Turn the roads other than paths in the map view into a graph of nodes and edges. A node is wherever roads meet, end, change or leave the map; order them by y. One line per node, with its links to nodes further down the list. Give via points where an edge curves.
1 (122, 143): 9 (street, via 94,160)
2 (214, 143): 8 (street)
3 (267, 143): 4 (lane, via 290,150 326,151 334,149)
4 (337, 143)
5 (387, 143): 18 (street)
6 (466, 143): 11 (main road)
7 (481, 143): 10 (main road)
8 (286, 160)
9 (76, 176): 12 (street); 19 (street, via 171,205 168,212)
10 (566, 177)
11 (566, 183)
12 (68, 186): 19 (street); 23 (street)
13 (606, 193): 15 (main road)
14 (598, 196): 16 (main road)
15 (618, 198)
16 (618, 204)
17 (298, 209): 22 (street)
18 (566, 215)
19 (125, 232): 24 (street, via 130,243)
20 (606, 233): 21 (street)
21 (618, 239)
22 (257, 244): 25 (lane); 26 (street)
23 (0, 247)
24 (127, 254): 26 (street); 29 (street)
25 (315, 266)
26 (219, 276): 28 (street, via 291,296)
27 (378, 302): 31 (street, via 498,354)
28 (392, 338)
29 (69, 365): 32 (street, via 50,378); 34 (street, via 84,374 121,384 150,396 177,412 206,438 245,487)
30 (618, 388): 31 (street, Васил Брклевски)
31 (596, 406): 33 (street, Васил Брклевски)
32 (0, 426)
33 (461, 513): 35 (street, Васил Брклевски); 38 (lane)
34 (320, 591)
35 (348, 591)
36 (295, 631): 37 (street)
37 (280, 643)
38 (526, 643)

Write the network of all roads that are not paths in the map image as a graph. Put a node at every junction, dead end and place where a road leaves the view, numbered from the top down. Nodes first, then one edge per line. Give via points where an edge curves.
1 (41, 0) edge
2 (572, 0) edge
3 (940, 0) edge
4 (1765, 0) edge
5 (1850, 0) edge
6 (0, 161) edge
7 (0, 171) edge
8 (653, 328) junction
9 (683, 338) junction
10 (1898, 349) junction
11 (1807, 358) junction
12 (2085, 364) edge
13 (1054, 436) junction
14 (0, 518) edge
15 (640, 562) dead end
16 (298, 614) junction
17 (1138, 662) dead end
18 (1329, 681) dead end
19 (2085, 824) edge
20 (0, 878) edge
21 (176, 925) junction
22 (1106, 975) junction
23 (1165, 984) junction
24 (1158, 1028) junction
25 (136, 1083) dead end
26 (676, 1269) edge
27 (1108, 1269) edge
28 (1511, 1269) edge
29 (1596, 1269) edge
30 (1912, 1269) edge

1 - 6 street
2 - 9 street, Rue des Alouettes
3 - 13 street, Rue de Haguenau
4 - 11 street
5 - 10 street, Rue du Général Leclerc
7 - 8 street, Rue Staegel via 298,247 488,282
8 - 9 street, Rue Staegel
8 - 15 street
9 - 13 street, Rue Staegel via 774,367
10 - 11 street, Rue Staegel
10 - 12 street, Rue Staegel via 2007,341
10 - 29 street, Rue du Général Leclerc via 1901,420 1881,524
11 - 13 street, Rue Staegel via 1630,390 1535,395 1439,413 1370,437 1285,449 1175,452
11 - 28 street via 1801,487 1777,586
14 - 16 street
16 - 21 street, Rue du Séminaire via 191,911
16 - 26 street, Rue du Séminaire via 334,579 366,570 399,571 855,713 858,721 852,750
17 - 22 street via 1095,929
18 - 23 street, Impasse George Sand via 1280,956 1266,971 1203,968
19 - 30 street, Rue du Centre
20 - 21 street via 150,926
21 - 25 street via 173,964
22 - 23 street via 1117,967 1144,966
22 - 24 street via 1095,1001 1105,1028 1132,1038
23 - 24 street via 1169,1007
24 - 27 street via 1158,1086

────────────────────────────────────────

# Task to complete
Every line above carrying the word "Staegel" needs to be shown.

# Solution to the problem
7 - 8 street, Rue Staegel via 298,247 488,282
8 - 9 street, Rue Staegel
9 - 13 street, Rue Staegel via 774,367
10 - 11 street, Rue Staegel
10 - 12 street, Rue Staegel via 2007,341
11 - 13 street, Rue Staegel via 1630,390 1535,395 1439,413 1370,437 1285,449 1175,452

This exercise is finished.